Registrazione presso il Tribunale di Cosenza
n. 817 del 22/11/2007.
Issn 2035-7370.

Privacy Policy

Direttore responsabile: Fulvio Mazza
Direttore editoriale: Mario Saccomanno
A. XVIII, n. 198, marzo 2024
Sei in: Articolo




Home Page (a cura di La Redazione) . A. XVII, n.188, maggio2023

Zoom immagine Copia privata: bocciate
le norme a favore della Siae

di Alessandro Milito
Prosegue l’epopea giudiziaria sul copyright:
annullati i decreti del Ministero della cultura


Il Consiglio di stato ha aggiunto un ulteriore tassello a una lunga epopea giudiziaria che, spiace dirlo, ha tutti gli ingredienti per essere considerata tipicamente italiana: in questo caso, purtroppo, non si tratta di un complimento.
Lo scorso 3 febbraio i giudici di Palazzo Spada hanno annullato due decreti: il primo a firma del Ministro per i beni e le attività culturali (oggi Ministero della cultura), che disciplinava le «esenzioni dal versamento del compenso per la riproduzione privata di fonogrammi e videogrammi»; il secondo a firma del Direttore generale biblioteche e istituti culturali che stabiliva le relative modalità di attuazione.
Si tratta di una decisione che incide direttamente sul cosiddetto compenso per la copia privata, una tariffa applicata a tutti gli apparecchi e i sistemi in grado di registrare e memorizzare opere coperte dal copyright. Per capire l’importanza della decisione del Consiglio, però, è necessario fare un passo indietro e rispolverare la Legge sul diritto d’autore: la mai abrogata, ma più volte modificata e integrata, legge n. 633 del 1941.

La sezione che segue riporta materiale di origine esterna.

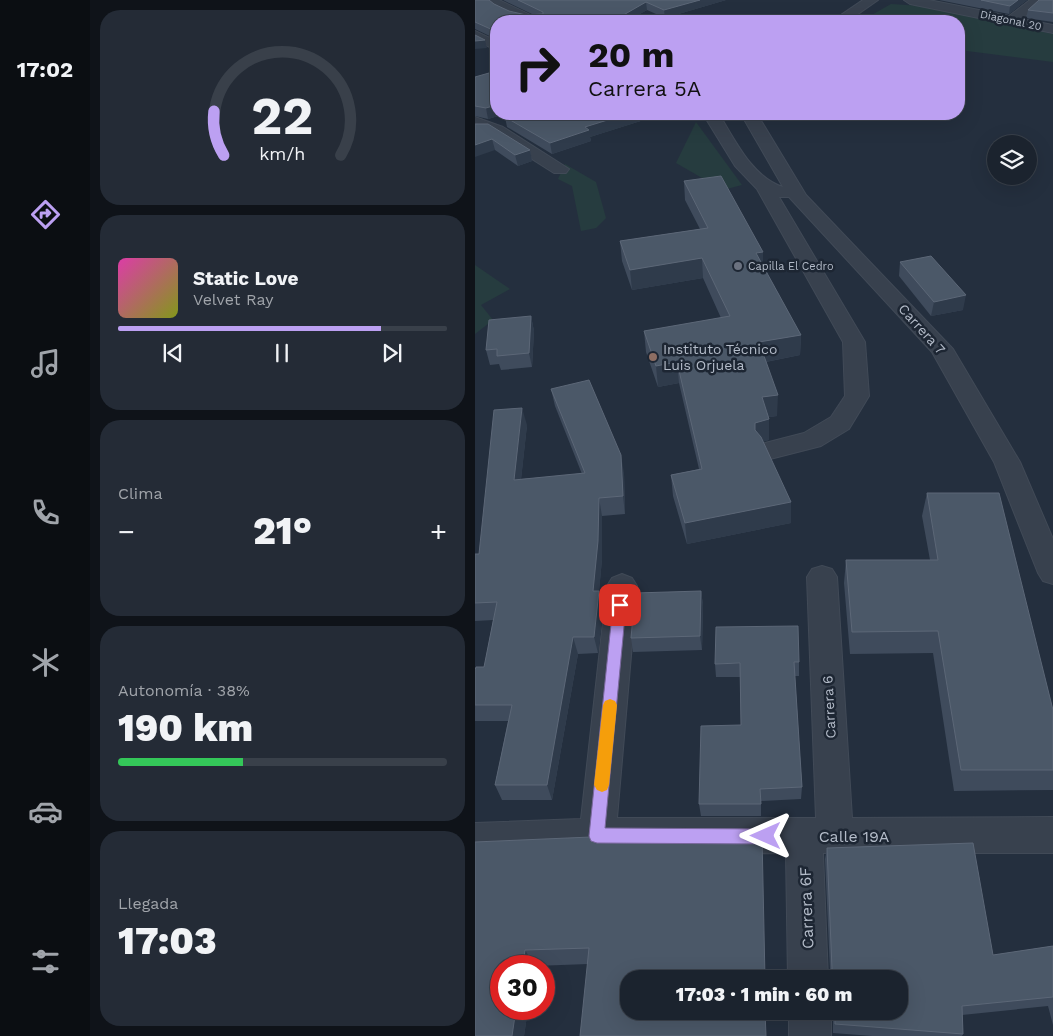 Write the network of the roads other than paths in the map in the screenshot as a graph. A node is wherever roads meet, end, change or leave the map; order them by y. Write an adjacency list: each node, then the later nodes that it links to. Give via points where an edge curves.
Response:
1 (491, 0): 5 (street)
2 (872, 0): 6 (street)
3 (913, 0): 7 (street, Diagonal 20)
4 (1038, 0): 7 (street)
5 (521, 15)
6 (848, 15)
7 (1012, 20): 8 (street, Diagonal 20)
8 (1053, 29)
9 (475, 35): 10 (street)
10 (490, 43)
11 (507, 120): 14 (street)
12 (715, 120): 16 (street, via 741,162)
13 (753, 120): 17 (street, Carrera 7)
14 (478, 127): 15 (street, via 497,130)
15 (561, 169)
16 (765, 187): 17 (street); 18 (street, via 854,342 857,396 840,423 812,440)
17 (799, 198): 19 (street, Carrera 7, via 942,349 1007,462)
18 (770, 450)
19 (1053, 573)
20 (822, 577): 24 (street, Carrera 6)
21 (621, 586): 23 (street)
22 (1053, 835): 24 (street, Calle 19A)
23 (597, 836): 24 (street, Calle 19A); 25 (street, Calle 19A)
24 (819, 836): 26 (street, Carrera 6F)
25 (475, 841)
26 (810, 970)
27 (809, 1020): 28 (street)
28 (810, 1036) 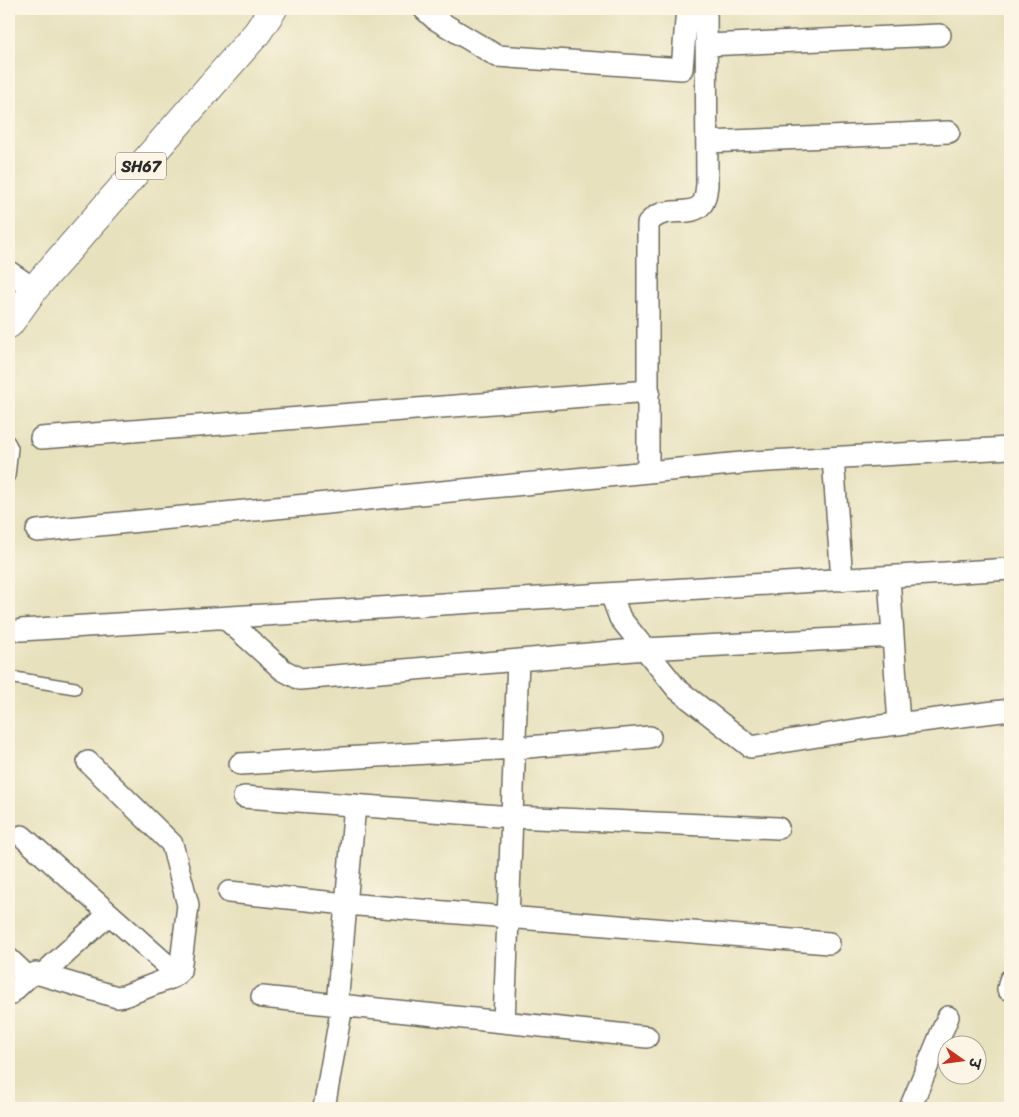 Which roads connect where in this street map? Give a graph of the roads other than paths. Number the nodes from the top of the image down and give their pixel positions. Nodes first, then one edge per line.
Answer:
1 (273, 9) edge
2 (424, 9) edge
3 (688, 9) edge
4 (706, 9) edge
5 (940, 35) dead end
6 (706, 45) junction
7 (949, 132) dead end
8 (707, 142) junction
9 (9, 272) edge
10 (34, 289) junction
11 (9, 324) edge
12 (649, 391) junction
13 (41, 438) dead end
14 (9, 442) edge
15 (1010, 448) edge
16 (833, 458) junction
17 (648, 472) junction
18 (9, 476) edge
19 (37, 531) dead end
20 (1010, 569) edge
21 (889, 577) junction
22 (842, 580) junction
23 (611, 594) junction
24 (225, 618) junction
25 (21, 630) dead end
26 (893, 636) junction
27 (644, 649) junction
28 (518, 660) junction
29 (9, 677) edge
30 (75, 688) dead end
31 (1010, 710) edge
32 (899, 724) junction
33 (650, 737) dead end
34 (515, 748) junction
35 (88, 762) dead end
36 (240, 764) dead end
37 (244, 796) dead end
38 (355, 805) junction
39 (512, 817) junction
40 (778, 828) dead end
41 (22, 836) dead end
42 (229, 892) dead end
43 (346, 904) junction
44 (109, 914) junction
45 (508, 917) junction
46 (829, 943) dead end
47 (9, 959) edge
48 (177, 974) junction
49 (36, 976) junction
50 (9, 995) edge
51 (262, 997) dead end
52 (340, 1005) junction
53 (948, 1016) dead end
54 (504, 1022) junction
55 (647, 1037) dead end
56 (324, 1108) edge
57 (910, 1108) edge

1 - 10 main road, SH67
2 - 3 street
4 - 6 street
5 - 6 street
6 - 8 street
7 - 8 street
8 - 12 street
9 - 10 street
10 - 11 main road, SH67
12 - 13 street
12 - 17 street
14 - 18 lane
15 - 16 street
16 - 17 street
16 - 22 street
17 - 19 street
20 - 21 street
21 - 22 street
21 - 26 street
22 - 23 street
23 - 24 street
23 - 27 street
24 - 25 street
24 - 28 street
26 - 27 street
26 - 32 street
27 - 28 street
27 - 32 street
28 - 34 street
29 - 30 lane
31 - 32 street
33 - 34 street
34 - 36 street
34 - 39 street
35 - 48 street
37 - 38 street
38 - 39 street
38 - 43 street
39 - 40 street
39 - 45 street
41 - 44 street
42 - 43 street
43 - 45 street
43 - 52 street
44 - 48 street
44 - 49 street
45 - 46 street
45 - 54 street
47 - 49 street
48 - 49 street
49 - 50 street
51 - 52 street
52 - 54 street
52 - 56 street
53 - 57 street
54 - 55 street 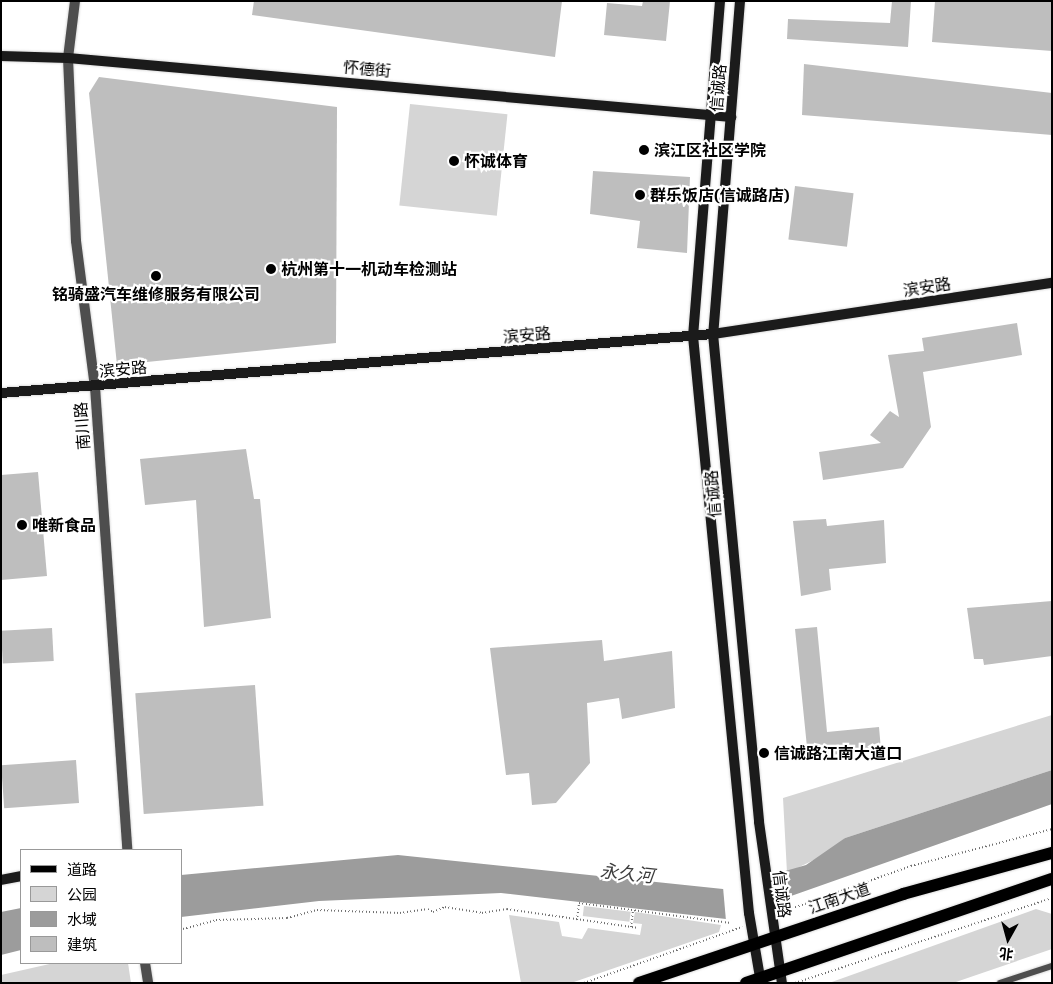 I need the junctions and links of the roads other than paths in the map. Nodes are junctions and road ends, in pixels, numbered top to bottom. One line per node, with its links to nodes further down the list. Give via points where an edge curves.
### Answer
1 (75, 1): 5 (street, 南川路)
2 (720, 1): 6 (main road, 信诚路)
3 (740, 1): 7 (main road, 信诚路)
4 (1, 56): 5 (main road, 怀德街)
5 (68, 58): 6 (main road, 怀德街); 11 (street, 南川路, via 76,241)
6 (710, 115): 7 (main road, 怀德街); 10 (main road, 信诚路)
7 (731, 117): 9 (main road, 信诚路)
8 (1052, 283): 9 (main road, 滨安路)
9 (714, 334): 10 (main road, 滨安路); 18 (main road, 信诚路, via 759,822)
10 (694, 336): 11 (main road, 滨安路); 19 (main road, 信诚路)
11 (95, 387): 12 (main road, 滨安路); 13 (street, 南川路)
12 (1, 393)
13 (127, 849)
14 (1052, 853): 18 (main road, 江南大道, via 903,894)
15 (20, 876): 17 (main road)
16 (1052, 879): 22 (main road)
17 (1, 880)
18 (773, 937): 19 (main road, 江南大道); 22 (main road, 信诚路)
19 (754, 943): 23 (main road, 信诚路); 25 (main road, 江南大道)
20 (145, 964): 24 (street)
21 (1052, 966): 27 (lane)
22 (781, 977): 23 (main road)
23 (760, 980): 26 (main road)
24 (148, 983)
25 (640, 983)
26 (746, 983)
27 (1000, 983) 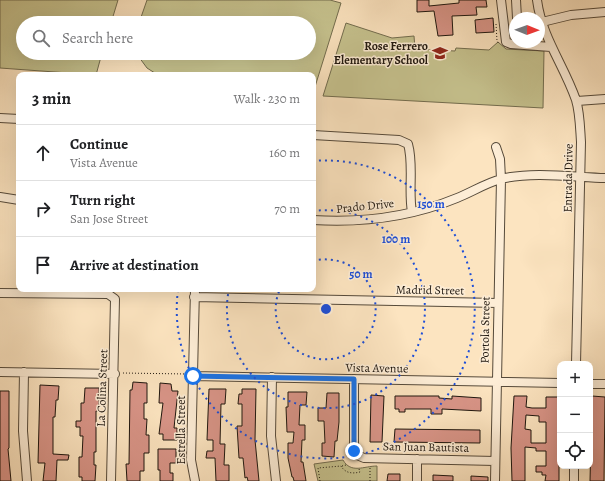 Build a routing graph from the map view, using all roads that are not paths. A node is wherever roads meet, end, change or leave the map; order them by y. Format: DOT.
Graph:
graph roads {
  1 [pos="501,0"];
  2 [pos="516,0"];
  3 [pos="537,0"];
  4 [pos="517,12"];
  5 [pos="540,12"];
  6 [pos="605,12"];
  7 [pos="545,21"];
  8 [pos="545,30"];
  9 [pos="509,44"];
  10 [pos="545,45"];
  11 [pos="551,46"];
  12 [pos="605,99"];
  13 [pos="576,101"];
  14 [pos="0,118"];
  15 [pos="16,119"];
  16 [pos="316,135"];
  17 [pos="496,146"];
  18 [pos="580,178"];
  19 [pos="605,178"];
  20 [pos="501,179"];
  21 [pos="0,197"];
  22 [pos="16,200"];
  23 [pos="412,212"];
  24 [pos="316,220"];
  25 [pos="0,293"];
  26 [pos="195,293"];
  27 [pos="498,303"];
  28 [pos="576,361"];
  29 [pos="0,372"];
  30 [pos="24,372"];
  31 [pos="118,373"];
  32 [pos="190,375"];
  33 [pos="272,377"];
  34 [pos="354,379"];
  35 [pos="496,382"];
  36 [pos="557,383"];
  37 [pos="593,384"];
  38 [pos="605,384"];
  39 [pos="417,459"];
  40 [pos="495,461"];
  41 [pos="574,469"];
  42 [pos="194,478"];
  43 [pos="27,481"];
  44 [pos="111,481"];
  45 [pos="276,481"];
  46 [pos="417,481"];
  47 [pos="495,481"];
  48 [pos="574,481"];
  1 -- 9 [label="street"];
  2 -- 4 [label="street"];
  3 -- 5 [label="street, Entrada Drive"];
  6 -- 7 [label="street"];
  8 -- 11 [label="street, Entrada Drive"];
  10 -- 11 [label="street"];
  11 -- 13 [label="street, Entrada Drive"];
  12 -- 13 [label="street"];
  13 -- 18 [label="street, Entrada Drive"];
  14 -- 15 [label="street"];
  16 -- 23 [label="street"];
  17 -- 20 [label="street, Portola Street"];
  18 -- 19 [label="street, Prado Drive"];
  18 -- 20 [label="street, Prado Drive"];
  18 -- 28 [label="street, Entrada Drive"];
  20 -- 23 [label="street, Prado Drive"];
  20 -- 27 [label="street, Portola Street"];
  21 -- 22 [label="street"];
  23 -- 24 [label="street, Prado Drive"];
  25 -- 31 [label="street, La Colina Street"];
  26 -- 27 [label="street, Madrid Street"];
  26 -- 32 [label="street, Estrella Street"];
  27 -- 35 [label="street, Portola Street"];
  29 -- 30 [label="street"];
  30 -- 31 [label="street"];
  30 -- 43 [label="street"];
  31 -- 44 [label="street, La Colina Street"];
  32 -- 33 [label="street, Vista Avenue"];
  32 -- 42 [label="street, Estrella Street"];
  33 -- 34 [label="street, Vista Avenue"];
  33 -- 45 [label="street"];
  34 -- 35 [label="street, Vista Avenue"];
  34 -- 39 [label="street, San Juan Bautista"];
  35 -- 36 [label="street, Vista Avenue"];
  35 -- 40 [label="street, Portola Street"];
  37 -- 38 [label="street"];
  39 -- 40 [label="street, San Juan Bautista"];
  39 -- 46 [label="street"];
  40 -- 47 [label="street, Portola Street"];
  41 -- 48 [label="street"];
}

Il compenso per la copia privata
Come noto, la legge vieta la riproduzione non autorizzata di contenuti coperti dal copyright. È comunemente diffusa la consapevolezza che copiare un disco o un video contenenti un’opera altrui per poi rivenderla a terzi costituisce una violazione del diritto d’autore: si avrà la cosiddetta “copia pirata”. Tuttavia, la stessa legge sul diritto d’autore consente la possibilità di riprodurre contenuti audio e video su qualsiasi supporto purché questa copia venga effettuata per uso esclusivamente personale e senza scopo di lucro: la copia privata di opere protette dal diritto d’autore è perfettamente lecita.
Allo stesso tempo, gli autori hanno diritto a un compenso per il godimento della copia dell’opera originariamente acquistata dall’utente. Il copyright estende il suo raggio d’azione anche nel caso di copie private, senz’altro lecite, ma che comunque generano in capo all’autore il diritto a un equo compenso. Si tratta di un diritto riconosciuto sia a livello europeo che dal diritto nazionale, sin dalla legge 93 del 1992, la prima di una serie di modifiche e integrazioni su questo tema alla legge sul diritto d’autore, la n. 633 del 1941.
Ciò significa che, quando vengono messi in vendita Cd, dischi rigidi esterni, chiavette Usb “vergini”, il loro prezzo include già la tariffa prevista per l’equo compenso della copia privata. C’è però un’eccezione: se questi supporti “vuoti” sono destinati a imprese, pubbliche amministrazioni e aziende, in quel caso il compenso non è dovuto in quanto saranno destinate a copie per usi professionali e, quindi, non “esclusivamente personali”.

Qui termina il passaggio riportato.